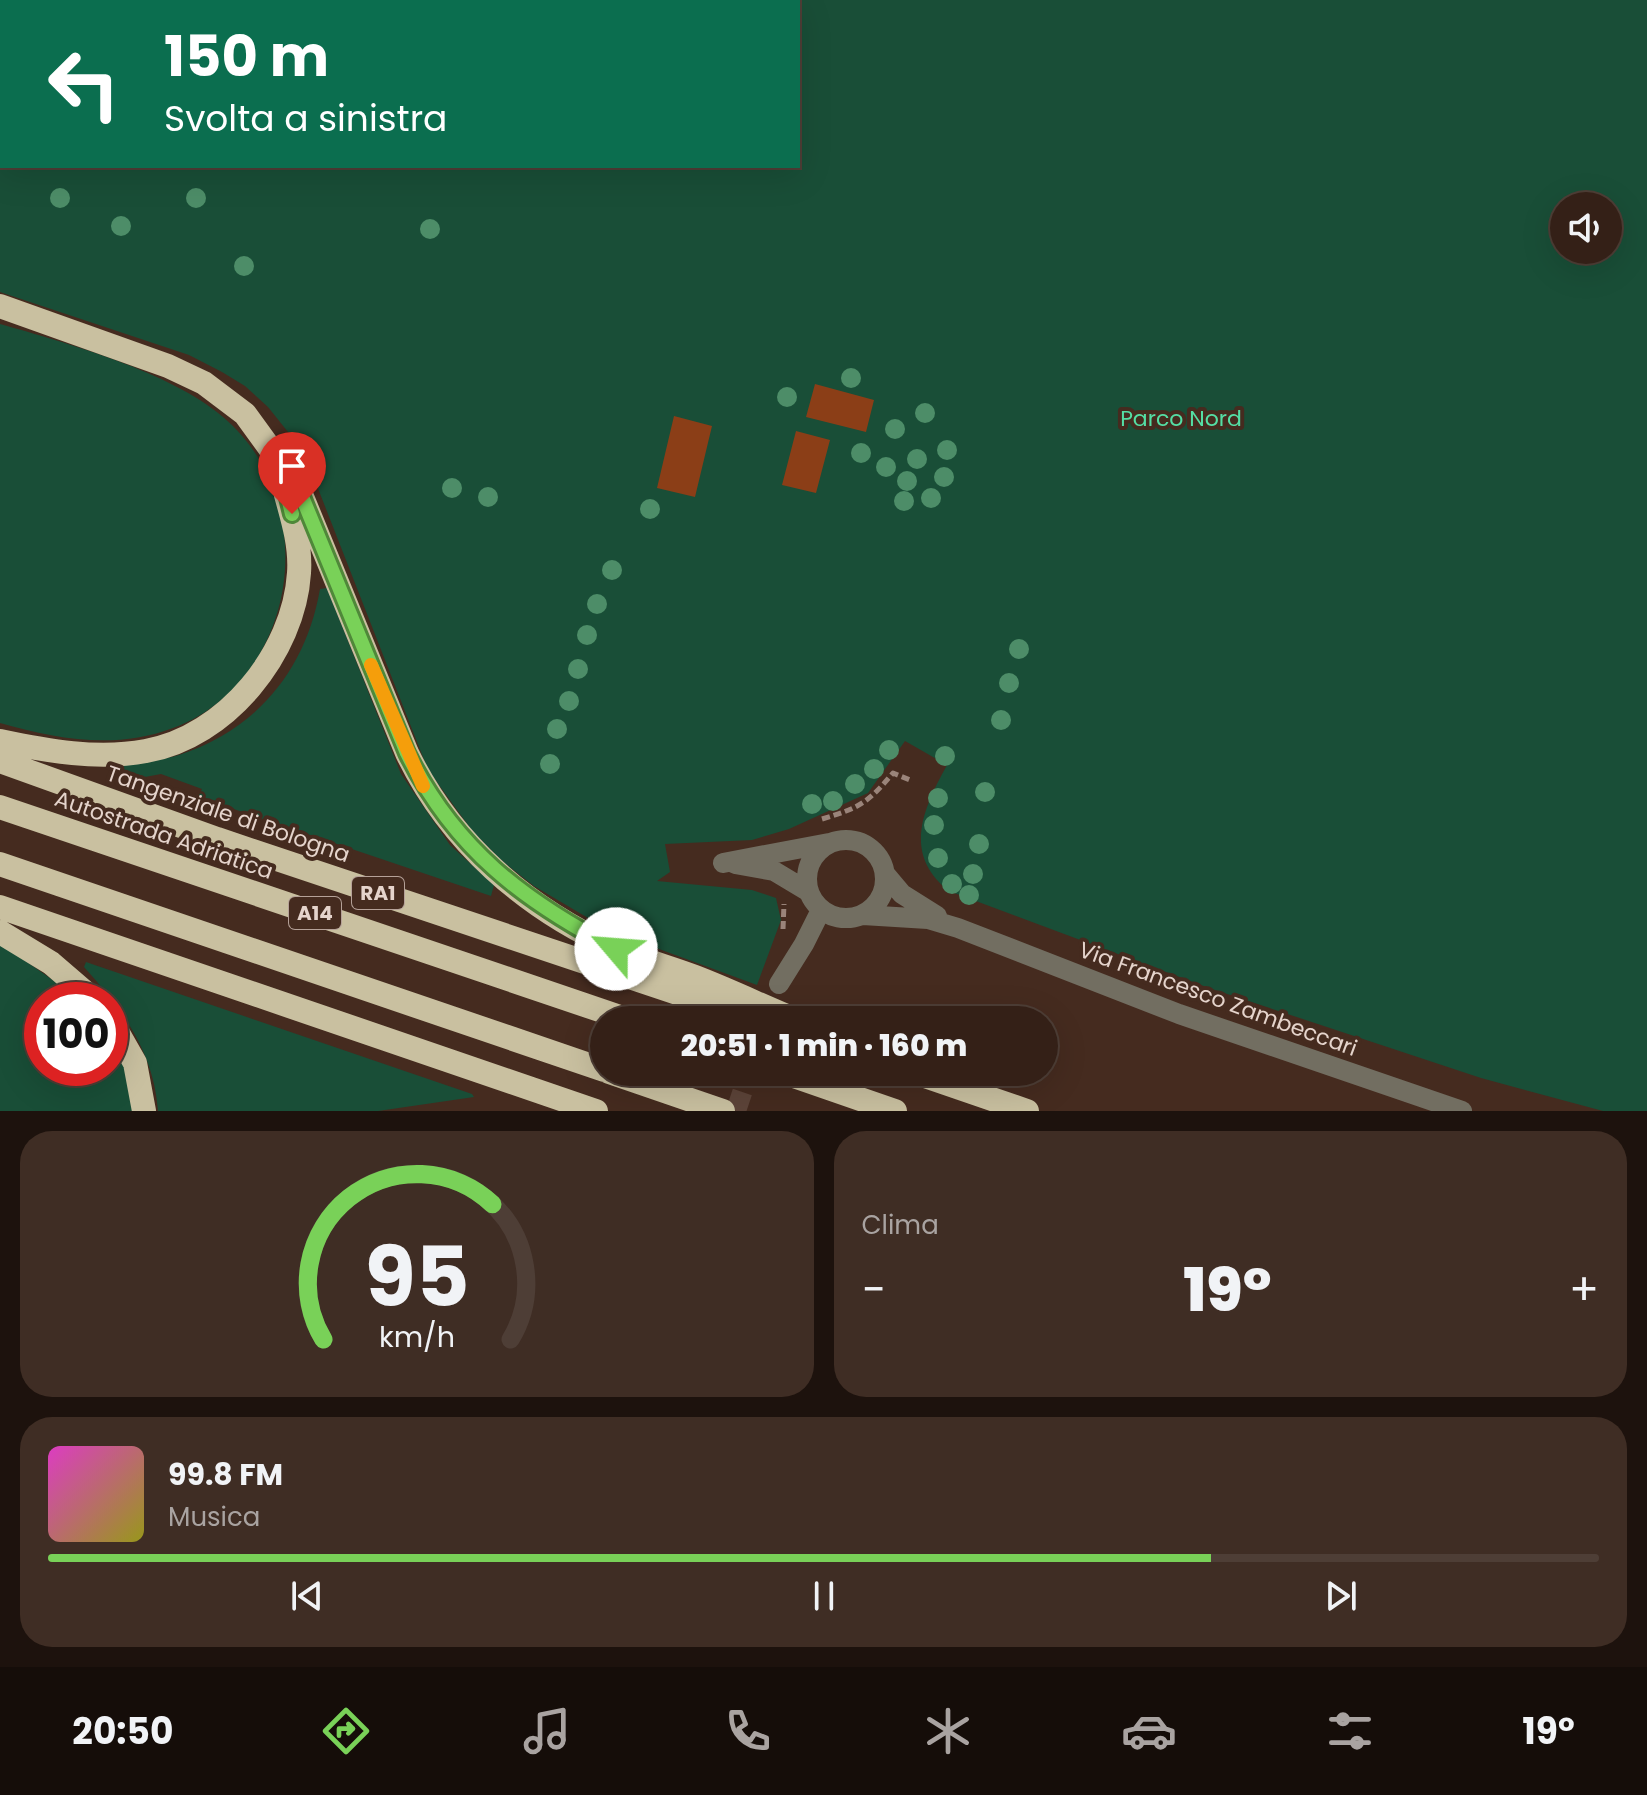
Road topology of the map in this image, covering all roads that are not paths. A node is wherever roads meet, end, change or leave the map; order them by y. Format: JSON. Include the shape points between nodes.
{"nodes":[{"id":1,"x":1,"y":307,"type":"edge"},
{"id":2,"x":280,"y":465,"type":"junction"},
{"id":3,"x":0,"y":741,"type":"edge"},
{"id":4,"x":0,"y":761,"type":"edge"},
{"id":5,"x":0,"y":807,"type":"edge"},
{"id":6,"x":829,"y":843,"type":"junction"},
{"id":7,"x":0,"y":864,"type":"edge"},
{"id":8,"x":886,"y":875,"type":"junction"},
{"id":9,"x":815,"y":901,"type":"junction"},
{"id":10,"x":0,"y":907,"type":"edge"},
{"id":11,"x":863,"y":915,"type":"junction"},
{"id":12,"x":958,"y":928,"type":"junction"},
{"id":13,"x":0,"y":932,"type":"edge"},
{"id":14,"x":73,"y":982,"type":"edge"},
{"id":15,"x":779,"y":984,"type":"dead end"},
{"id":16,"x":716,"y":1006,"type":"edge"},
{"id":17,"x":763,"y":1006,"type":"edge"},
{"id":18,"x":590,"y":1007,"type":"edge"},
{"id":19,"x":128,"y":1051,"type":"edge"},
{"id":20,"x":590,"y":1065,"type":"edge"},
{"id":21,"x":650,"y":1086,"type":"edge"},
{"id":22,"x":823,"y":1086,"type":"edge"},
{"id":23,"x":955,"y":1086,"type":"edge"},
{"id":24,"x":144,"y":1111,"type":"edge"},
{"id":25,"x":596,"y":1111,"type":"edge"},
{"id":26,"x":723,"y":1111,"type":"edge"},
{"id":27,"x":895,"y":1111,"type":"edge"},
{"id":28,"x":1027,"y":1111,"type":"edge"},
{"id":29,"x":1462,"y":1111,"type":"edge"}],
"edges":[{"from":1,"to":2,"type":"highway","via":[[204,383],[245,414]]},
{"from":2,"to":3,"type":"highway","via":[[298,550],[298,588],[282,638],[237,701],[188,737],[149,751],[96,755]]},
{"from":2,"to":17,"type":"highway","via":[[298,487],[419,779],[476,855],[588,935]]},
{"from":4,"to":16,"type":"highway","name":"Tangenziale di Bologna","number":"RA1"},
{"from":5,"to":18,"type":"highway","name":"Autostrada Adriatica","number":"A14"},
{"from":6,"to":8,"type":"street","via":[[866,844],[882,861]]},
{"from":6,"to":9,"type":"street","via":[[811,860],[807,875]]},
{"from":6,"to":9,"type":"street","via":[[723,863],[774,871]]},
{"from":7,"to":20,"type":"highway","number":"A14"},
{"from":8,"to":11,"type":"street","via":[[879,902]]},
{"from":8,"to":12,"type":"street","via":[[902,894]]},
{"from":9,"to":11,"type":"street","via":[[832,916]]},
{"from":9,"to":15,"type":"street","via":[[804,944]]},
{"from":10,"to":25,"type":"highway"},
{"from":11,"to":12,"type":"street","via":[[928,919]]},
{"from":12,"to":29,"type":"street","name":"Via Francesco Zambeccari","via":[[1179,1014]]},
{"from":13,"to":14,"type":"highway"},
{"from":19,"to":24,"type":"highway"},
{"from":21,"to":26,"type":"highway","number":"A14"},
{"from":22,"to":27,"type":"highway"},
{"from":23,"to":28,"type":"highway"}]}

════════════════

About this exercise
Lines in the data that include the word "junction" should all be copied.

Solution for this exercise
{"id":2,"x":280,"y":465,"type":"junction"},
{"id":6,"x":829,"y":843,"type":"junction"},
{"id":8,"x":886,"y":875,"type":"junction"},
{"id":9,"x":815,"y":901,"type":"junction"},
{"id":11,"x":863,"y":915,"type":"junction"},
{"id":12,"x":958,"y":928,"type":"junction"},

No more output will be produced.